There were some marvellous performances, especially from the 'guest stars'. But it was the bleakest piece of SF I've seen since "Threads" - about half-way through episode 5 I thought that just maybe the aliens were actually going to get away with this.
Some thoughts of my own :
- I was troubled by seeing the British troops rounding out children - I guess we were meant to be distressed by that, but I really don't think 'our' army would have done that. You would have thought that some element in the forces would have argued.... or some of the squaddies would have refused to harm Britain's own children. Can't see the Brigadier or Colonel Mace acting like that, anyway.....
- Harriet Jones' policy on firing on aliens was finally justified last night. Earth clearly couldn't rely on the Doctor.
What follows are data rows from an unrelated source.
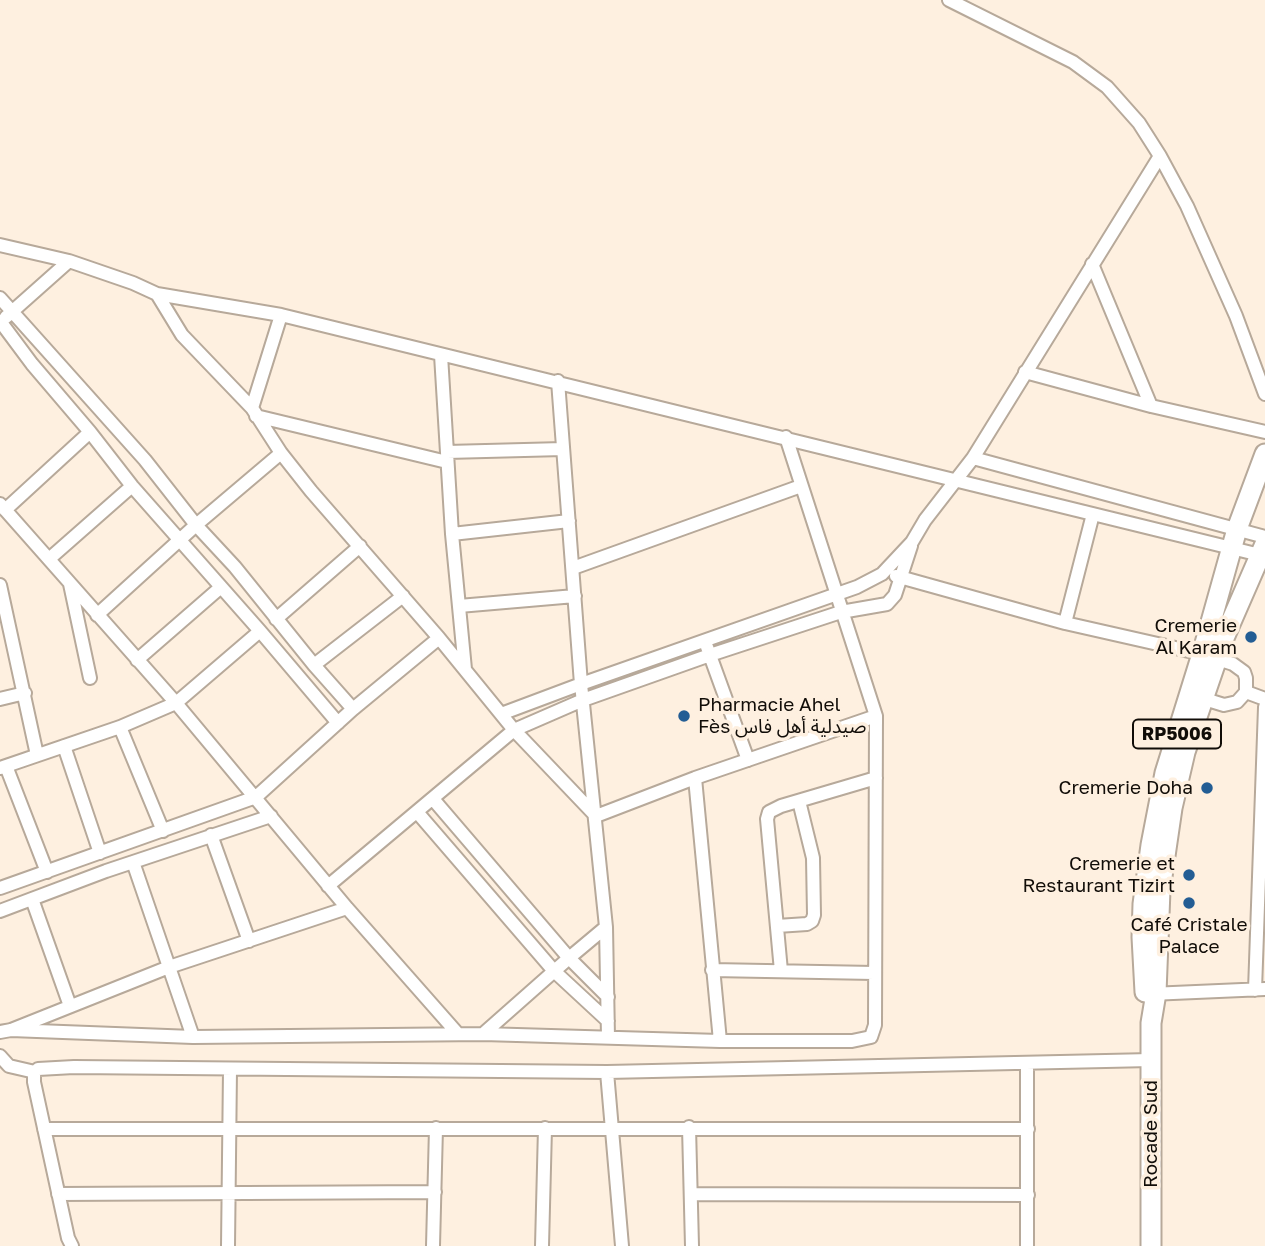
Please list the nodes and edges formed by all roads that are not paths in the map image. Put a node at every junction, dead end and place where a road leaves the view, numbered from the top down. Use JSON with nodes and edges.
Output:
{"nodes":[{"id":1,"x":949,"y":0,"type":"edge"},
{"id":2,"x":1160,"y":156,"type":"junction"},
{"id":3,"x":0,"y":246,"type":"edge"},
{"id":4,"x":69,"y":261,"type":"junction"},
{"id":5,"x":1092,"y":264,"type":"junction"},
{"id":6,"x":157,"y":294,"type":"junction"},
{"id":7,"x":0,"y":298,"type":"edge"},
{"id":8,"x":13,"y":312,"type":"junction"},
{"id":9,"x":282,"y":315,"type":"junction"},
{"id":10,"x":0,"y":322,"type":"edge"},
{"id":11,"x":441,"y":355,"type":"junction"},
{"id":12,"x":1025,"y":372,"type":"junction"},
{"id":13,"x":1261,"y":379,"type":"edge"},
{"id":14,"x":558,"y":381,"type":"junction"},
{"id":15,"x":1265,"y":394,"type":"edge"},
{"id":16,"x":1151,"y":406,"type":"junction"},
{"id":17,"x":254,"y":412,"type":"junction"},
{"id":18,"x":90,"y":432,"type":"junction"},
{"id":19,"x":1265,"y":432,"type":"edge"},
{"id":20,"x":786,"y":438,"type":"junction"},
{"id":21,"x":563,"y":449,"type":"junction"},
{"id":22,"x":281,"y":453,"type":"junction"},
{"id":23,"x":1265,"y":454,"type":"edge"},
{"id":24,"x":447,"y":457,"type":"junction"},
{"id":25,"x":973,"y":458,"type":"junction"},
{"id":26,"x":956,"y":479,"type":"junction"},
{"id":27,"x":132,"y":486,"type":"junction"},
{"id":28,"x":801,"y":486,"type":"junction"},
{"id":29,"x":3,"y":507,"type":"edge"},
{"id":30,"x":1093,"y":514,"type":"junction"},
{"id":31,"x":569,"y":520,"type":"junction"},
{"id":32,"x":196,"y":525,"type":"junction"},
{"id":33,"x":452,"y":534,"type":"junction"},
{"id":34,"x":1234,"y":539,"type":"junction"},
{"id":35,"x":180,"y":541,"type":"junction"},
{"id":36,"x":912,"y":542,"type":"junction"},
{"id":37,"x":1263,"y":545,"type":"edge"},
{"id":38,"x":360,"y":546,"type":"junction"},
{"id":39,"x":49,"y":559,"type":"junction"},
{"id":40,"x":573,"y":568,"type":"junction"},
{"id":41,"x":887,"y":570,"type":"junction"},
{"id":42,"x":901,"y":579,"type":"junction"},
{"id":43,"x":70,"y":583,"type":"junction"},
{"id":44,"x":0,"y":585,"type":"edge"},
{"id":45,"x":221,"y":587,"type":"junction"},
{"id":46,"x":836,"y":594,"type":"junction"},
{"id":47,"x":403,"y":596,"type":"junction"},
{"id":48,"x":575,"y":596,"type":"junction"},
{"id":49,"x":459,"y":606,"type":"junction"},
{"id":50,"x":841,"y":612,"type":"junction"},
{"id":51,"x":97,"y":615,"type":"junction"},
{"id":52,"x":276,"y":619,"type":"junction"},
{"id":53,"x":4,"y":623,"type":"edge"},
{"id":54,"x":1065,"y":623,"type":"junction"},
{"id":55,"x":260,"y":631,"type":"junction"},
{"id":56,"x":439,"y":638,"type":"junction"},
{"id":57,"x":705,"y":640,"type":"junction"},
{"id":58,"x":710,"y":655,"type":"junction"},
{"id":59,"x":1209,"y":657,"type":"junction"},
{"id":60,"x":137,"y":660,"type":"junction"},
{"id":61,"x":314,"y":665,"type":"junction"},
{"id":62,"x":465,"y":670,"type":"junction"},
{"id":63,"x":90,"y":678,"type":"dead end"},
{"id":64,"x":581,"y":684,"type":"junction"},
{"id":65,"x":1246,"y":692,"type":"junction"},
{"id":66,"x":25,"y":693,"type":"junction"},
{"id":67,"x":1196,"y":696,"type":"junction"},
{"id":68,"x":0,"y":699,"type":"edge"},
{"id":69,"x":1265,"y":699,"type":"edge"},
{"id":70,"x":583,"y":701,"type":"junction"},
{"id":71,"x":176,"y":703,"type":"junction"},
{"id":72,"x":1265,"y":707,"type":"edge"},
{"id":73,"x":354,"y":709,"type":"junction"},
{"id":74,"x":501,"y":714,"type":"junction"},
{"id":75,"x":876,"y":716,"type":"junction"},
{"id":76,"x":338,"y":723,"type":"junction"},
{"id":77,"x":120,"y":727,"type":"junction"},
{"id":78,"x":514,"y":730,"type":"junction"},
{"id":79,"x":64,"y":746,"type":"junction"},
{"id":80,"x":37,"y":755,"type":"junction"},
{"id":81,"x":748,"y":760,"type":"junction"},
{"id":82,"x":3,"y":767,"type":"edge"},
{"id":83,"x":695,"y":778,"type":"junction"},
{"id":84,"x":876,"y":778,"type":"junction"},
{"id":85,"x":256,"y":797,"type":"junction"},
{"id":86,"x":433,"y":799,"type":"junction"},
{"id":87,"x":799,"y":801,"type":"junction"},
{"id":88,"x":416,"y":812,"type":"junction"},
{"id":89,"x":271,"y":816,"type":"junction"},
{"id":90,"x":596,"y":816,"type":"junction"},
{"id":91,"x":163,"y":831,"type":"junction"},
{"id":92,"x":211,"y":835,"type":"junction"},
{"id":93,"x":100,"y":853,"type":"junction"},
{"id":94,"x":133,"y":862,"type":"junction"},
{"id":95,"x":47,"y":872,"type":"junction"},
{"id":96,"x":328,"y":886,"type":"junction"},
{"id":97,"x":0,"y":888,"type":"edge"},
{"id":98,"x":32,"y":899,"type":"junction"},
{"id":99,"x":347,"y":908,"type":"junction"},
{"id":100,"x":0,"y":911,"type":"edge"},
{"id":101,"x":777,"y":926,"type":"junction"},
{"id":102,"x":606,"y":928,"type":"junction"},
{"id":103,"x":249,"y":941,"type":"junction"},
{"id":104,"x":569,"y":958,"type":"junction"},
{"id":105,"x":169,"y":967,"type":"junction"},
{"id":106,"x":712,"y":970,"type":"junction"},
{"id":107,"x":554,"y":971,"type":"junction"},
{"id":108,"x":781,"y":971,"type":"junction"},
{"id":109,"x":874,"y":973,"type":"junction"},
{"id":110,"x":1260,"y":990,"type":"edge"},
{"id":111,"x":1150,"y":994,"type":"junction"},
{"id":112,"x":608,"y":997,"type":"junction"},
{"id":113,"x":71,"y":1006,"type":"junction"},
{"id":114,"x":608,"y":1021,"type":"junction"},
{"id":115,"x":6,"y":1031,"type":"edge"},
{"id":116,"x":457,"y":1034,"type":"junction"},
{"id":117,"x":483,"y":1034,"type":"junction"},
{"id":118,"x":193,"y":1037,"type":"junction"},
{"id":119,"x":608,"y":1037,"type":"junction"},
{"id":120,"x":720,"y":1041,"type":"junction"},
{"id":121,"x":0,"y":1056,"type":"edge"},
{"id":122,"x":1151,"y":1060,"type":"junction"},
{"id":123,"x":1027,"y":1064,"type":"junction"},
{"id":124,"x":230,"y":1070,"type":"junction"},
{"id":125,"x":35,"y":1072,"type":"junction"},
{"id":126,"x":607,"y":1072,"type":"junction"},
{"id":127,"x":611,"y":1127,"type":"junction"},
{"id":128,"x":689,"y":1127,"type":"junction"},
{"id":129,"x":436,"y":1128,"type":"junction"},
{"id":130,"x":545,"y":1128,"type":"junction"},
{"id":131,"x":44,"y":1129,"type":"junction"},
{"id":132,"x":229,"y":1129,"type":"junction"},
{"id":133,"x":1028,"y":1129,"type":"junction"},
{"id":134,"x":435,"y":1192,"type":"junction"},
{"id":135,"x":228,"y":1193,"type":"junction"},
{"id":136,"x":58,"y":1194,"type":"junction"},
{"id":137,"x":691,"y":1194,"type":"junction"},
{"id":138,"x":1028,"y":1195,"type":"junction"},
{"id":139,"x":72,"y":1246,"type":"edge"},
{"id":140,"x":228,"y":1246,"type":"edge"},
{"id":141,"x":433,"y":1246,"type":"edge"},
{"id":142,"x":542,"y":1246,"type":"edge"},
{"id":143,"x":622,"y":1246,"type":"edge"},
{"id":144,"x":692,"y":1246,"type":"edge"},
{"id":145,"x":1027,"y":1246,"type":"edge"},
{"id":146,"x":1151,"y":1246,"type":"edge"}],
"edges":[{"from":1,"to":2,"type":"street"},
{"from":2,"to":5,"type":"street"},
{"from":2,"to":13,"type":"street"},
{"from":3,"to":4,"type":"street"},
{"from":4,"to":6,"type":"street"},
{"from":4,"to":8,"type":"street"},
{"from":5,"to":12,"type":"street"},
{"from":5,"to":16,"type":"street"},
{"from":6,"to":9,"type":"street"},
{"from":6,"to":17,"type":"street"},
{"from":7,"to":8,"type":"street"},
{"from":8,"to":10,"type":"street"},
{"from":8,"to":32,"type":"street"},
{"from":9,"to":11,"type":"street"},
{"from":9,"to":17,"type":"street"},
{"from":10,"to":18,"type":"street"},
{"from":11,"to":14,"type":"street"},
{"from":11,"to":24,"type":"street"},
{"from":12,"to":16,"type":"street"},
{"from":12,"to":25,"type":"street"},
{"from":13,"to":15,"type":"street"},
{"from":14,"to":20,"type":"street"},
{"from":14,"to":21,"type":"street"},
{"from":16,"to":19,"type":"street"},
{"from":17,"to":22,"type":"street"},
{"from":17,"to":24,"type":"street"},
{"from":18,"to":27,"type":"street"},
{"from":18,"to":29,"type":"street"},
{"from":20,"to":26,"type":"street"},
{"from":20,"to":28,"type":"street"},
{"from":21,"to":24,"type":"street"},
{"from":21,"to":31,"type":"street"},
{"from":22,"to":32,"type":"street"},
{"from":22,"to":38,"type":"street"},
{"from":23,"to":34,"type":"main road","number":"RP5006"},
{"from":24,"to":33,"type":"street"},
{"from":25,"to":26,"type":"street"},
{"from":25,"to":34,"type":"street"},
{"from":26,"to":30,"type":"street"},
{"from":26,"to":36,"type":"street"},
{"from":27,"to":35,"type":"street"},
{"from":27,"to":39,"type":"street"},
{"from":28,"to":40,"type":"street"},
{"from":28,"to":46,"type":"street"},
{"from":29,"to":39,"type":"street"},
{"from":30,"to":34,"type":"street"},
{"from":30,"to":54,"type":"street"},
{"from":31,"to":33,"type":"street"},
{"from":31,"to":40,"type":"street"},
{"from":32,"to":35,"type":"street"},
{"from":32,"to":52,"type":"street"},
{"from":33,"to":49,"type":"street"},
{"from":34,"to":37,"type":"street"},
{"from":34,"to":37,"type":"street"},
{"from":34,"to":59,"type":"main road","number":"RP5006"},
{"from":35,"to":45,"type":"street"},
{"from":35,"to":51,"type":"street"},
{"from":36,"to":41,"type":"street"},
{"from":36,"to":42,"type":"street"},
{"from":37,"to":59,"type":"main road","number":"RP5006"},
{"from":38,"to":47,"type":"street"},
{"from":38,"to":52,"type":"street"},
{"from":39,"to":43,"type":"street"},
{"from":40,"to":48,"type":"street"},
{"from":41,"to":42,"type":"street"},
{"from":41,"to":46,"type":"street"},
{"from":42,"to":50,"type":"street"},
{"from":42,"to":54,"type":"street"},
{"from":43,"to":51,"type":"street"},
{"from":43,"to":63,"type":"street"},
{"from":44,"to":53,"type":"street"},
{"from":45,"to":55,"type":"street"},
{"from":45,"to":60,"type":"street"},
{"from":46,"to":50,"type":"street"},
{"from":46,"to":57,"type":"street"},
{"from":47,"to":56,"type":"street"},
{"from":47,"to":61,"type":"street"},
{"from":48,"to":49,"type":"street"},
{"from":48,"to":64,"type":"street"},
{"from":49,"to":62,"type":"street"},
{"from":50,"to":58,"type":"street"},
{"from":50,"to":75,"type":"street"},
{"from":51,"to":60,"type":"street"},
{"from":52,"to":61,"type":"street"},
{"from":53,"to":66,"type":"street"},
{"from":54,"to":59,"type":"street"},
{"from":55,"to":71,"type":"street"},
{"from":55,"to":76,"type":"street"},
{"from":56,"to":62,"type":"street"},
{"from":56,"to":73,"type":"street"},
{"from":57,"to":58,"type":"street"},
{"from":57,"to":64,"type":"street"},
{"from":58,"to":70,"type":"street"},
{"from":58,"to":81,"type":"street"},
{"from":59,"to":65,"type":"street"},
{"from":59,"to":67,"type":"main road","number":"RP5006"},
{"from":60,"to":71,"type":"street"},
{"from":61,"to":73,"type":"street"},
{"from":62,"to":74,"type":"street"},
{"from":64,"to":70,"type":"street"},
{"from":64,"to":74,"type":"street"},
{"from":65,"to":67,"type":"street"},
{"from":65,"to":69,"type":"street"},
{"from":66,"to":68,"type":"street"},
{"from":66,"to":80,"type":"street"},
{"from":67,"to":111,"type":"main road","number":"RP5006"},
{"from":70,"to":78,"type":"street"},
{"from":70,"to":90,"type":"street"},
{"from":71,"to":77,"type":"street"},
{"from":71,"to":85,"type":"street"},
{"from":72,"to":110,"type":"street"},
{"from":73,"to":76,"type":"street"},
{"from":74,"to":78,"type":"street"},
{"from":75,"to":81,"type":"street"},
{"from":75,"to":84,"type":"street"},
{"from":76,"to":85,"type":"street"},
{"from":77,"to":79,"type":"street"},
{"from":77,"to":91,"type":"street"},
{"from":78,"to":86,"type":"street"},
{"from":78,"to":90,"type":"street"},
{"from":79,"to":80,"type":"street"},
{"from":79,"to":93,"type":"street"},
{"from":80,"to":82,"type":"street"},
{"from":81,"to":83,"type":"street"},
{"from":82,"to":95,"type":"street"},
{"from":83,"to":90,"type":"street"},
{"from":83,"to":106,"type":"street"},
{"from":84,"to":87,"type":"street"},
{"from":84,"to":109,"type":"street"},
{"from":85,"to":89,"type":"street"},
{"from":85,"to":91,"type":"street"},
{"from":86,"to":88,"type":"street"},
{"from":86,"to":104,"type":"street"},
{"from":87,"to":101,"type":"street"},
{"from":87,"to":101,"type":"street"},
{"from":88,"to":96,"type":"street"},
{"from":88,"to":107,"type":"street"},
{"from":89,"to":92,"type":"street"},
{"from":89,"to":96,"type":"street"},
{"from":90,"to":102,"type":"street"},
{"from":91,"to":93,"type":"street"},
{"from":92,"to":94,"type":"street"},
{"from":92,"to":103,"type":"street"},
{"from":93,"to":95,"type":"street"},
{"from":94,"to":98,"type":"street"},
{"from":94,"to":105,"type":"street"},
{"from":95,"to":97,"type":"street"},
{"from":96,"to":99,"type":"street"},
{"from":98,"to":100,"type":"street"},
{"from":98,"to":113,"type":"street"},
{"from":99,"to":103,"type":"street"},
{"from":99,"to":116,"type":"street"},
{"from":101,"to":108,"type":"street"},
{"from":102,"to":104,"type":"street"},
{"from":102,"to":112,"type":"street"},
{"from":103,"to":105,"type":"street"},
{"from":104,"to":107,"type":"street"},
{"from":104,"to":112,"type":"street"},
{"from":105,"to":113,"type":"street"},
{"from":105,"to":118,"type":"street"},
{"from":106,"to":108,"type":"street"},
{"from":106,"to":120,"type":"street"},
{"from":107,"to":114,"type":"street"},
{"from":107,"to":117,"type":"street"},
{"from":108,"to":109,"type":"street"},
{"from":109,"to":120,"type":"street"},
{"from":110,"to":111,"type":"street"},
{"from":111,"to":122,"type":"main road","name":"Rocade Sud","number":"RP5006"},
{"from":112,"to":114,"type":"street"},
{"from":113,"to":115,"type":"street"},
{"from":114,"to":119,"type":"street"},
{"from":115,"to":118,"type":"street"},
{"from":116,"to":117,"type":"street"},
{"from":116,"to":118,"type":"street"},
{"from":117,"to":119,"type":"street"},
{"from":119,"to":120,"type":"street"},
{"from":121,"to":125,"type":"street"},
{"from":122,"to":123,"type":"street"},
{"from":122,"to":146,"type":"main road","name":"Rocade Sud","number":"RP5006"},
{"from":123,"to":126,"type":"street"},
{"from":123,"to":133,"type":"street"},
{"from":124,"to":125,"type":"street"},
{"from":124,"to":126,"type":"street"},
{"from":124,"to":132,"type":"street"},
{"from":125,"to":131,"type":"street"},
{"from":126,"to":127,"type":"street"},
{"from":127,"to":128,"type":"street"},
{"from":127,"to":130,"type":"street"},
{"from":127,"to":143,"type":"street"},
{"from":128,"to":133,"type":"street"},
{"from":128,"to":137,"type":"street"},
{"from":129,"to":130,"type":"street"},
{"from":129,"to":132,"type":"street"},
{"from":129,"to":134,"type":"street"},
{"from":130,"to":142,"type":"street"},
{"from":131,"to":132,"type":"street"},
{"from":131,"to":136,"type":"street"},
{"from":132,"to":135,"type":"street"},
{"from":133,"to":138,"type":"street"},
{"from":134,"to":135,"type":"street"},
{"from":134,"to":141,"type":"street"},
{"from":135,"to":136,"type":"street"},
{"from":135,"to":140,"type":"street"},
{"from":136,"to":139,"type":"street"},
{"from":137,"to":138,"type":"street"},
{"from":137,"to":144,"type":"street"},
{"from":138,"to":145,"type":"street"}]}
I suspect the Doctor wasn't turning away in shame of Earth, he was feeling ashamed himself for getting rid of the wrong prime minister.
- how did that guy get such a good sense of smell?
- Didn't someone say at one point that there were three different species inside that tank. Two different aliens in there? Was this an official alien government mission or a multi-species criminal gang?
- and why didn't someone try saying to the aliens. "You think human children give you a high, we've hundreds of other mammal species you could try instead. Would you like 10% of the world's baby rats?"
But overall it was tremendous piece of adult science fiction. Maybe next time we could have some SF that's quite separate from the Who/ Torchwood story.
Thanks for such a comprehensive review, Richard. I was absolutely amazed by Torchwood last week, and I wouldn't have thought I'd ever say that.
Chris (hello, by the way), I think the 'three life forms' referred to the 456 Alien, the schoolchild, and the Government agent sent in to film them. But I agree there was a sour note struck by the depiction of British soldiers as mindless automatons. It could at least have been better established what they thought they were doing, and why. Admittedly, none was shown physically harming any of the children.
And the fifth episode did have a slightly over-obvious structure built in to guarantee the happy/unhappy ending. I mean, Jack isn't the Doctor, he's not a technical genius. Releasing him shouldn't be an immediate solution the way that releasing yer usual captive Time Lord. We have to make the assumption in episode four that the government have the choice between a hopeless defeat and a dodgy deal. If Frobisher suspects even a little bit (as Lois and the audience do) that Jack could make the defeat less inevitable, now that his role in the original exchange has come out, why continue to keep him captive?
Oh, witter witter witter. Must get back to work.